From: J G Miller on
On Monday, July 12th, 2010, at 15:13:55 -0500, Ignoramus20495 wrote:
>
> They have the same time.
>
> ssh -l root server-a-1 date; ssh -l root server-a-2 date Mon Jul 12
> 15:07:05 CDT 2010
> Mon Jul 12 15:07:05 CDT 2010

That is not the same as using ntpq to check for synchronization
with the time server which both though. ;)

What you should be checking is

ssh -l root server-a-1 ntpq -c peers
ssh -l root server-a-2 ntpq -c peers

> It kind of confirms my suspicions about drbd as the filesystem provider.

You need to consult a drbd expert then, or restart the drbd processes? ;)
From: Ignoramus23418 on
An update:

Restart of the NFS daemon did not help.

I restarted the secondary cluster server, then the primary (the
secondary took over). Now everything is running great. I guess 485
days is a bit too much for those servers to go at any one time.

i
From: Chris Ahlstrom on
Ignoramus23418 stopped playing his vuvuzela long enough to say:

> An update:
>
> Restart of the NFS daemon did not help.
>
> I restarted the secondary cluster server, then the primary (the
> secondary took over). Now everything is running great. I guess 485
> days is a bit too much for those servers to go at any one time.

Would have been nice to figure out what part was causing the issue,
though. But the bottom line is you're good to go for another 485 days.

--
When Dexter's on the Internet, can Hell be far behind?"
From: Stan Bischof on
In comp.os.linux.misc Chris Ahlstrom <ahlstromc(a)launchmodem.com> wrote:
> Ignoramus23418 stopped playing his vuvuzela long enough to say:
>
>> secondary took over).
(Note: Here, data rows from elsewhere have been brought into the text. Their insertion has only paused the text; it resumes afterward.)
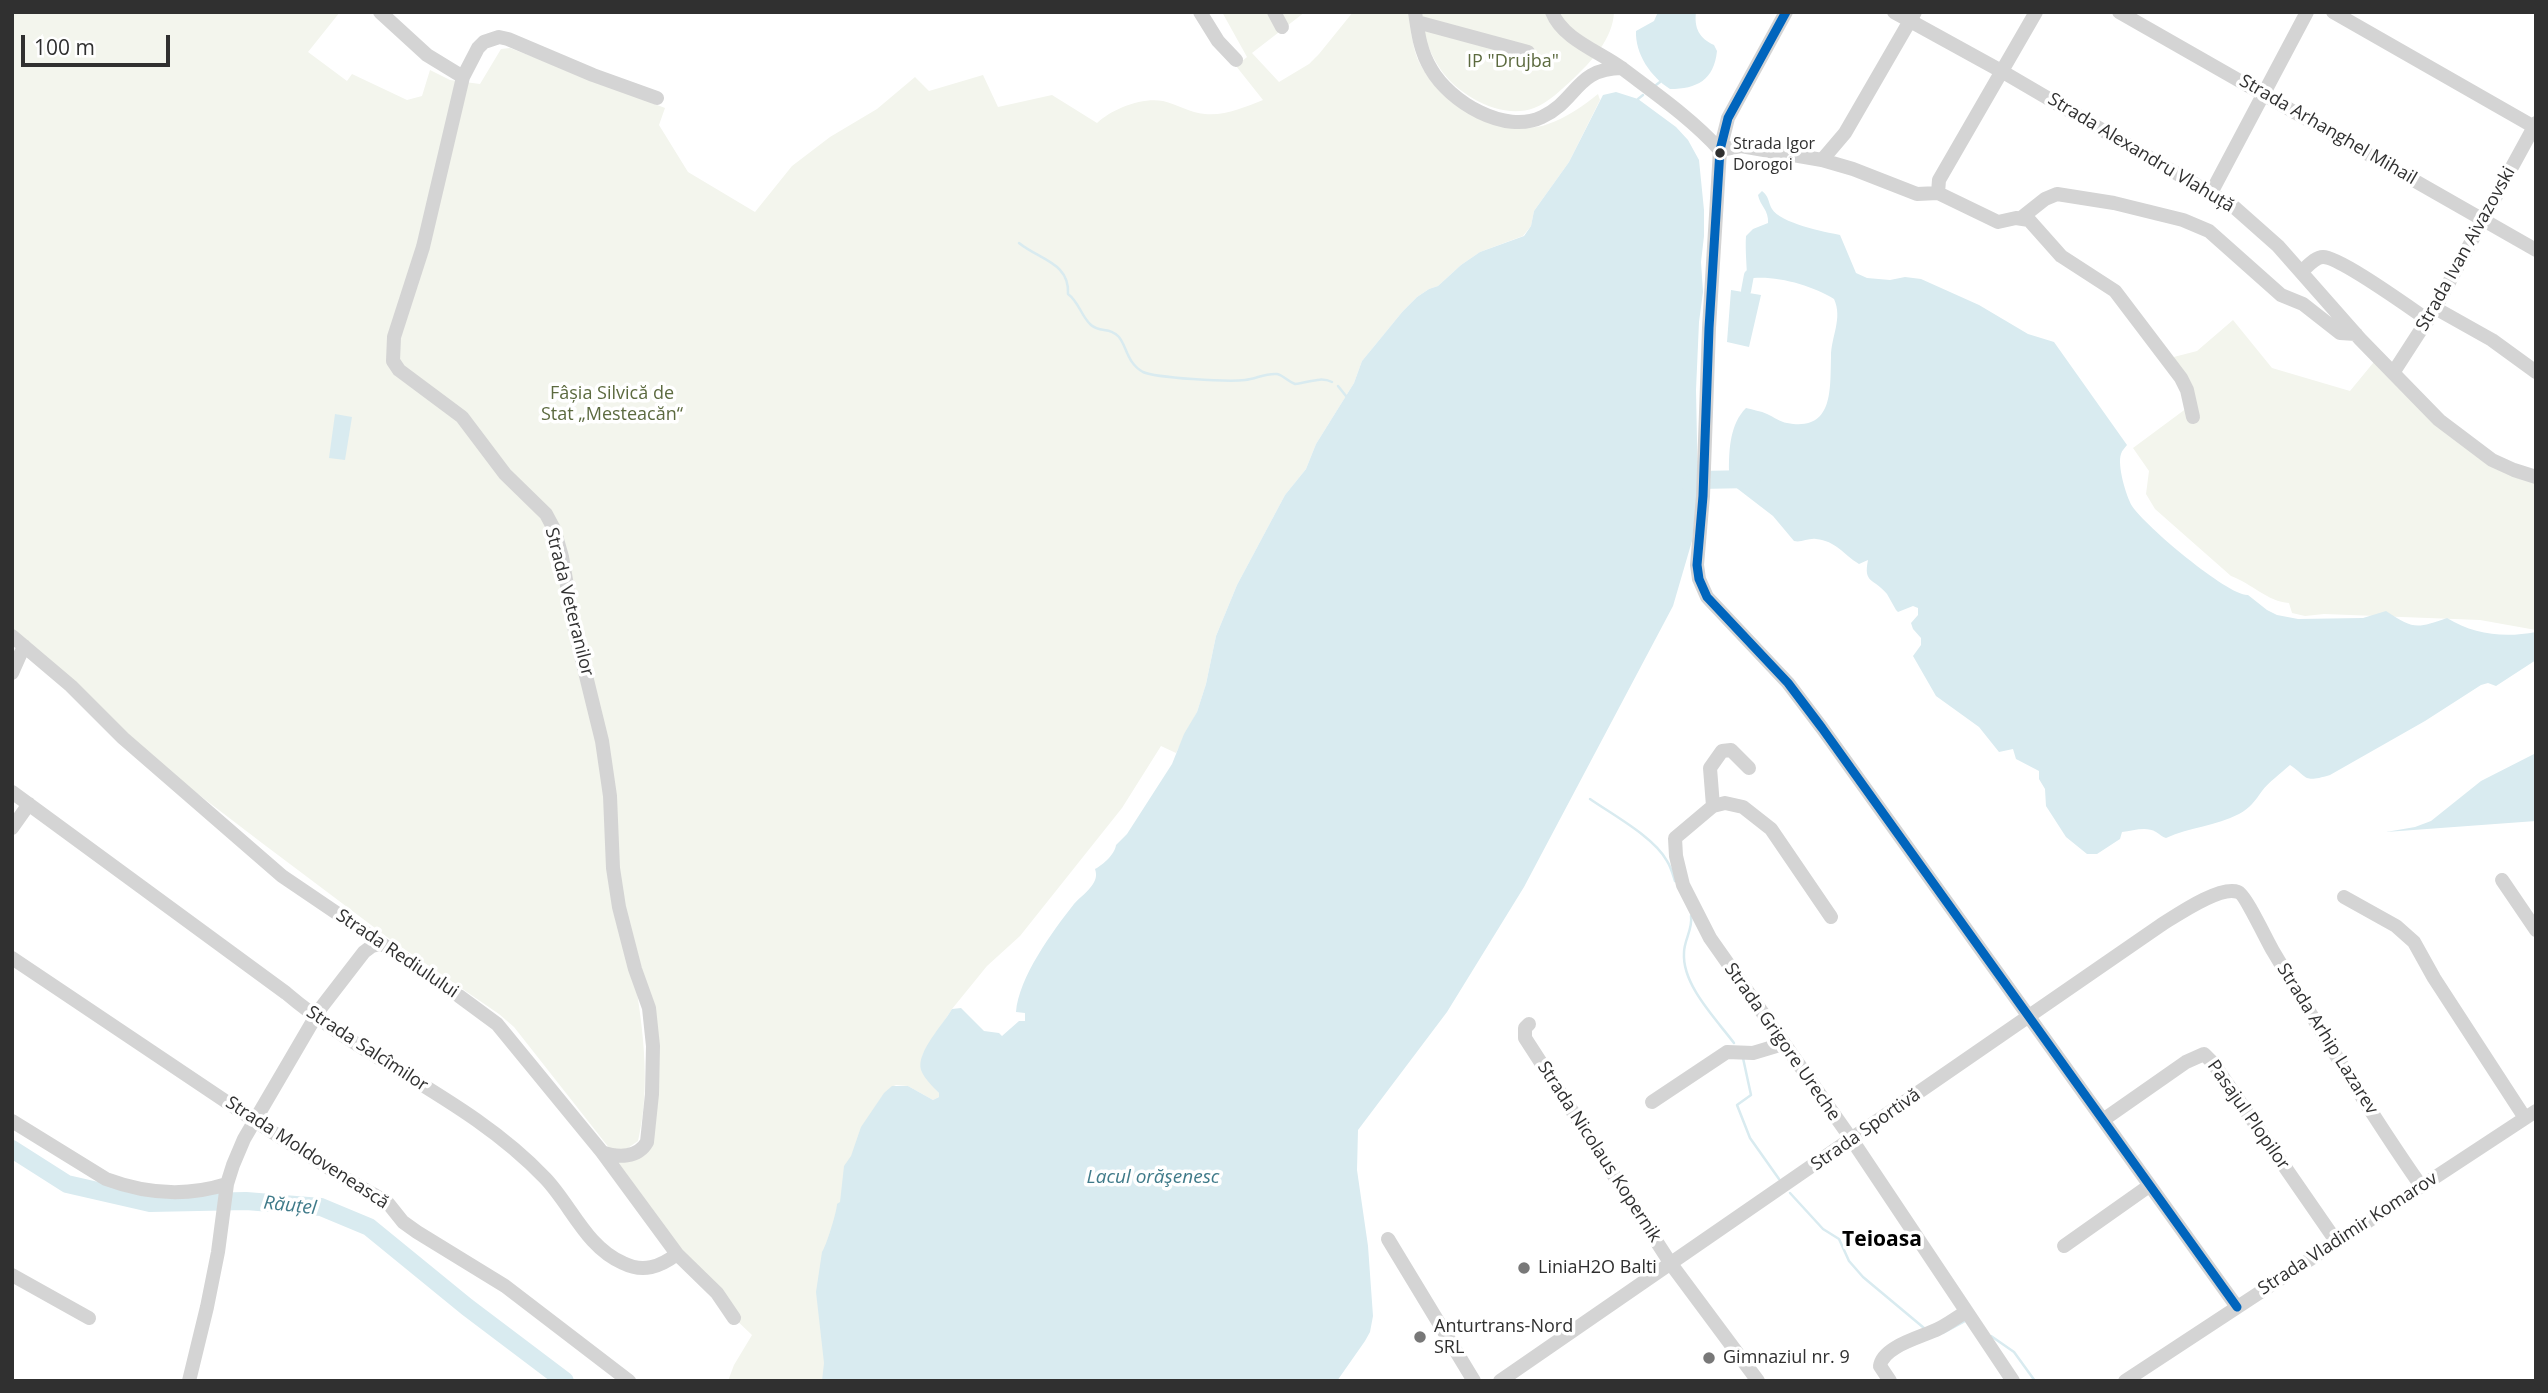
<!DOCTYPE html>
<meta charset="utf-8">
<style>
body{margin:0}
#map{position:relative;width:2548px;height:1393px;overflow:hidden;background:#fff;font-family:"Open Sans",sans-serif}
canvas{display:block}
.frame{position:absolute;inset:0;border:14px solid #303030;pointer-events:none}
.scale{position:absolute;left:21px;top:35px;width:149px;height:32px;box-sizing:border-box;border:4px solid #303030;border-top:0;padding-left:9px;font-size:21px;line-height:24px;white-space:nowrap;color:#303030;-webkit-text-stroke:5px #fff;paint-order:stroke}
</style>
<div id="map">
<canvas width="2548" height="1393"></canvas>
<div class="frame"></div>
<div class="scale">100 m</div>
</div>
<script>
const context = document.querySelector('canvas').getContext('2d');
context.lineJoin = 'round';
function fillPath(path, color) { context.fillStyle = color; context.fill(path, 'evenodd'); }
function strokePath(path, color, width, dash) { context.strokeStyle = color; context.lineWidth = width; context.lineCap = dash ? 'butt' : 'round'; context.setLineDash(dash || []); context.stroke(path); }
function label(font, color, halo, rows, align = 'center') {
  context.font = font + ' "Open Sans",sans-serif'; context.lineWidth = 7; context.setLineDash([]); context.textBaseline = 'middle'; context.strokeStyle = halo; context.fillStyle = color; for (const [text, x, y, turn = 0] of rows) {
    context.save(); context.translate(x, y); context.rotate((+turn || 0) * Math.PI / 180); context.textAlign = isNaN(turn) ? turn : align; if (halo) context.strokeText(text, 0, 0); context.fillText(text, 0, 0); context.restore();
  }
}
fillPath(new Path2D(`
 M12 12H340L308 52 347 81 352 74 407 100 422 96 430 70 450 80 480 84 501 49 510 48 665 108 659 125 688 172 755 212 792 166 830 137 877 109 915 77 929 91 983 75 998 107 1052 95 1097 123C1112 109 1142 97 1163 101 1177 104 1190 113 1205 114 1225 116 1245 107 1263 100L1236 66 1247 57 1222 12H1305L1252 53 1279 82 1309 64 1319 54 1353 12H1409C1411 29 1412 49 1420 64 1439 101 1507 140 1548 124 1566 118 1583 106 1598 94L1600 100 1569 162 1534 211 1531 226 1523 236 1480 252 1461 265 1438 286 1429 289 1417 297 1403 311 1362 361 1354 383 1316 444 1306 469 1285 495 1237 585 1216 636 1206 684 1197 712 1176 753 1161 746 1122 808 1020 936 987 966 952 1009 923 1054 921 1070 939 1093V1097L933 1100 908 1086 896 1085C882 1091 870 1115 864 1130 859 1144 860 1155 851 1167V1179L846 1203 833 1235 820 1291 829 1374 828 1381H728L734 1365 752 1335 734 1318 721 1300 677 1254 602 1152 626 1155 643 1148C652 1107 658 1049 649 1007 645 988 636 969 630 951 630 965 636 983 638 999 645 1046 649 1095 638 1141L625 1150 610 1149 514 1027 499 1014 391 940 262 843 177 778 106 714 12 643Z
 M1412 12H1614C1613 39 1591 62 1573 79 1562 89 1548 103 1534 108 1502 120 1459 96 1441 70 1428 52 1424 31 1412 12Z
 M2233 320 2272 368 2350 391 2378 357 2428 410 2502 465 2536 475V630L2480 620 2324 614 2305 616 2292 613 2289 603C2268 602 2251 583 2231 576L2155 509 2146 494 2149 471 2133 448 2191 405 2166 359 2197 351Z`), '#f3f5ed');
fillPath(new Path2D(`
 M1658 12H1696C1694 28 1699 38 1714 45L1717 51C1714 80 1697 89 1670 89 1651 77 1635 54 1636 31L1654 21Z
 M1616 92 1638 99 1676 127 1688 140 1699 160 1704 210V236L1701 262 1703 292 1699 322 1696 390 1698 490 1692 541 1673 606 1524 887 1447 1012 1358 1130 1357 1170 1368 1246 1373 1316 1370 1332 1365 1341 1337 1381H822L824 1363 816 1292 822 1252C826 1247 837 1211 837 1204L840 1202 844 1166 851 1156 861 1127 884 1093 892 1086H908L933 1100 939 1097V1093C933 1087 924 1078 921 1070 916 1052 943 1025 952 1009L961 1008 984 1031 999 1033 1002 1036 1019 1021H1025V1013L1016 1012C1019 977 1052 932 1074 904 1080 897 1088 892 1093 884 1096 879 1097 875 1095 869 1103 865 1115 854 1116 845L1127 834 1172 764 1184 734 1197 712 1206 684 1216 636 1237 585 1285 495 1306 469 1316 444 1354 383 1362 361 1403 311 1417 297 1429 289 1438 286 1461 265 1480 252 1524 236 1531 226 1534 211 1569 162 1603 95Z
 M1762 191C1769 196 1768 202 1772 209 1780 223 1825 232 1840 235L1856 273 1867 278 1890 280 1905 277 1921 279 1979 305 2028 334 2054 342 2127 445C2125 448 2122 450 2121 454 2117 465 2126 496 2132 506 2145 526 2228 596 2248 595L2267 610 2277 615 2298 619 2363 618 2386 611C2413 629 2416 629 2447 618 2474 635 2505 638 2536 632V660L2496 686 2488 683 2481 685 2425 721 2330 775C2303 783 2309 778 2290 765 2282 772 2268 783 2262 791 2255 801 2250 808 2239 814 2216 826 2190 827 2166 838 2162 837 2160 834 2156 832 2146 826 2133 831 2122 832L2120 839 2097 854H2087L2066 837 2046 806 2045 789 2039 779V771L2016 759 2013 749 1999 752 1979 727 1936 696 1913 656 1921 645V638L1913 629 1911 623 1918 615V608L1913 606 1898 612 1896 610C1893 605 1890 599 1887 594 1874 578 1863 584 1868 560L1859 564C1843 554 1836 541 1816 539 1808 538 1801 543 1794 541L1773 516 1734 486V482L1730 480 1733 473 1729 471C1729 449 1730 424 1746 408 1753 410 1761 411 1767 414 1774 417 1780 422 1787 423 1834 432 1830 389 1831 357 1831 336 1843 319 1834 299 1812 285 1772 274 1747 279 1747 266 1745 251 1746 236L1753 229 1768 223C1769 210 1760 206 1758 195Z
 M1731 290 1761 295 1749 347 1727 342Z
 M335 414 352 417 345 460 329 458Z
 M2536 753V821L2386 832 2415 827 2431 821 2481 781Z`), '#d9ebf0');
strokePath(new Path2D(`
 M1656 85 1660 82
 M1638 99 1643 95
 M1019 243C1040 260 1070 263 1068 294 1079 302 1081 316 1091 325 1100 333 1110 327 1119 337 1127 347 1127 363 1143 372 1156 378 1228 382 1245 380 1256 379 1265 373 1277 374 1283 375 1287 381 1295 384 1308 383 1320 376 1332 382
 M1338 386 1346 396
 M1590 799C1613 815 1654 837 1667 861 1671 867 1673 875 1675 881
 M1691 916C1693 929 1684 940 1684 953 1682 985 1716 1019 1734 1043
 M1743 1058 1751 1095 1737 1105 1750 1138 1779 1179
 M1790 1193 1823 1229 1839 1239 1849 1261 1863 1277 1924 1328
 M1943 1333 1967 1320
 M1991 1336 2014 1352 2035 1381`), '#d9ebf0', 2.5);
strokePath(new Path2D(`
 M1746 291 1749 275`), '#d9ebf0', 10);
strokePath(new Path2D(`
 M1690 484 1698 480 1752 479
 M12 1149 67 1184 150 1203 246 1201 321 1207 369 1227 467 1307 565 1381`), '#d9ebf0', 18);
strokePath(new Path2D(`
 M380 12 427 55 463 77
 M1200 12 1218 41 1236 60
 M1274 12 1282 27
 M1415 12C1418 33 1420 51 1431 69 1450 102 1505 135 1542 117 1577 101 1576 68 1622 68
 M1552 12C1563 40 1601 52 1623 69 1656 94 1692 119 1720 150
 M1786 12 1728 118 1720 150 1709 328 1703 496 1697 565 1699 579 1707 597 1788 683 1822 728 2237 1307
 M1894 12 2003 72 2234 207 2278 246 2360 339 2439 420 2492 460 2514 470 2536 477
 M2119 12 2536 250
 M2333 12 2536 128
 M1417 22 1528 52
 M1720 150 1741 146 1822 160 1853 169 1917 194 1938 193 1998 222 2016 218 2029 220 2061 256 2115 291 2181 378 2187 390 2193 417
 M1822 160 1845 133 1915 12
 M1938 193 1939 180 2036 12
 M2211 193 2307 12
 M2021 218 2045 199 2057 194 2114 203 2183 220 2209 231 2281 295 2303 304 2340 333 2356 334
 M2301 272C2307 267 2315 257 2323 257 2340 257 2410 308 2428 320
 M2435 308 2492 340 2536 372
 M2393 373 2435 308 2536 123
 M12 636 71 686 123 738 282 876 459 996 497 1024 602 1152 677 1254 717 1293 734 1318
 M12 673 24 646
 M12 792 286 993C367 1062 471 1100 545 1178 571 1205 586 1247 623 1263 643 1273 660 1267 677 1254
 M1713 806 1710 768 1722 751 1731 750 1749 768
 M12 828 29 804
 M2502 880 2536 930
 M2344 897 2396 926 2414 942 2434 978 2525 1118
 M1831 917 1771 829 1743 807 1725 803 1713 806 1675 838 1676 856 1683 885 1710 938 1852 1140 2013 1381
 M12 958 255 1121 348 1180 387 1202 403 1222 417 1232 505 1286 629 1381
 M1529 1024 1525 1028V1038L1671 1264 1758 1381
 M1652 1102 1727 1052 1753 1053 1783 1044
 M2103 1120 2186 1062 2204 1054 2213 1063 2336 1241
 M12 1121 106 1179C146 1194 186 1197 227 1184
 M602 1152C618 1158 638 1158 647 1142L652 1094 653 1046 649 1008 635 969 619 907 613 868 610 796 602 741 575 631 562 557 554 529 546 514 505 474 462 417 399 370 393 361 394 337 423 247 463 77 478 48 484 42 499 37 508 39 593 75 657 98
 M1388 1239 1474 1381
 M2064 1246 2149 1186
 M12 1275 89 1318
 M189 1381 207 1307 218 1252 227 1184 233 1165 244 1139 320 1009 364 952 372 946 381 944
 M1500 1381 2161 925C2177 915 2220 885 2238 892 2245 894 2267 941 2273 951 2320 1030 2368 1110 2421 1186
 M1890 1381 1880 1366C1883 1346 1922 1337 1938 1329 1948 1324 1957 1317 1966 1312
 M2125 1381 2536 1111`), '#d4d4d4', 14);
strokePath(new Path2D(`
 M1786 12 1728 118 1720 150 1709 328 1703 496 1697 565 1699 579 1707 597 1788 683 1822 728 2237 1307`), '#0065bd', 9);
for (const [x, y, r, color] of [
 [1720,153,6,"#303030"],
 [1524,1268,7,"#787878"],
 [1420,1337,7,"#787878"],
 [1709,1358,7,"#787878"]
]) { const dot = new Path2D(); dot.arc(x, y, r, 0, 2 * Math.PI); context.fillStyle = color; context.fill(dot); strokePath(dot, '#fff', 2.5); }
label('16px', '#303030', '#fff', [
 ["Strada Igor",1733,144],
 ["Dorogoi",1733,165]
], 'left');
label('18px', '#5c6a3f', '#fff', [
 ["IP \"Drujba\"",1513,62],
 ["Fâșia Silvică de",612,394],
 ["Stat „Mesteacăn“",612,415]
]);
label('18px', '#303030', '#fff', [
 ["Strada Arhanghel Mihail",2328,130,30],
 ["Strada Аlexandru Vlahuță",2141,153,31],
 ["Strada Ivan Aivazovski",2466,249,-61],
 ["Strada Veteranilor",569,602,76],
 ["Strada Rediulului",397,954,34],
 ["Strada Arhip Lazarev",2327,1039,58],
 ["Strada Grigore Ureche",1782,1042,55],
 ["Strada Salcîmilor",367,1049,33],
 ["Pasajul Plopilor",2248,1115,55],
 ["Strada Sportivă",1866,1130,-35],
 ["Strada Nicolaus Kopernik",1599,1152,57],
 ["Strada Moldovenească",307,1153,33],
 ["Strada Vladimir Komarov",2348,1234,-33]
]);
label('18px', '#303030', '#fff', [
 ["LiniaH2O Balti",1538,1268],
 ["Anturtrans-Nord",1434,1327],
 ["SRL",1434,1348],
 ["Gimnaziul nr. 9",1723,1358]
], 'left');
label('italic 19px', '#3f7a89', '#fff', [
 ["Lacul orăşenesc",1153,1178],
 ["Răuțel",290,1206,6]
]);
label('bold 21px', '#000', '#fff', [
 ["Teioasa",1882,1240]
]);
</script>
Now everything is running great. I guess 485
>> days is a bit too much for those servers to go at any one time.
>
> Would have been nice to figure out what part was causing the issue,
> though. But the bottom line is you're good to go for another 485 days.

or 485 hours, or 485 minutes, since the root cause isn't known.

At least it is very easy to fix- just restart.

If it happens again on your watch would suggest more
investigation.

Stan
From: Ignoramus15939 on
On 2010-07-13, Chris Ahlstrom <ahlstromc(a)launchmodem.com> wrote:
> Ignoramus23418 stopped playing his vuvuzela long enough to say:
>
>> An update:
>>
>> Restart of the NFS daemon did not help.
>>
>> I restarted the secondary cluster server, then the primary (the
>> secondary took over). Now everything is running great. I guess 485
>> days is a bit too much for those servers to go at any one time.
>
> Would have been nice to figure out what part was causing the issue,
> though. But the bottom line is you're good to go for another 485 days.
>

I blame DRBD myself. After 485 more days, these servers need to be retired.

i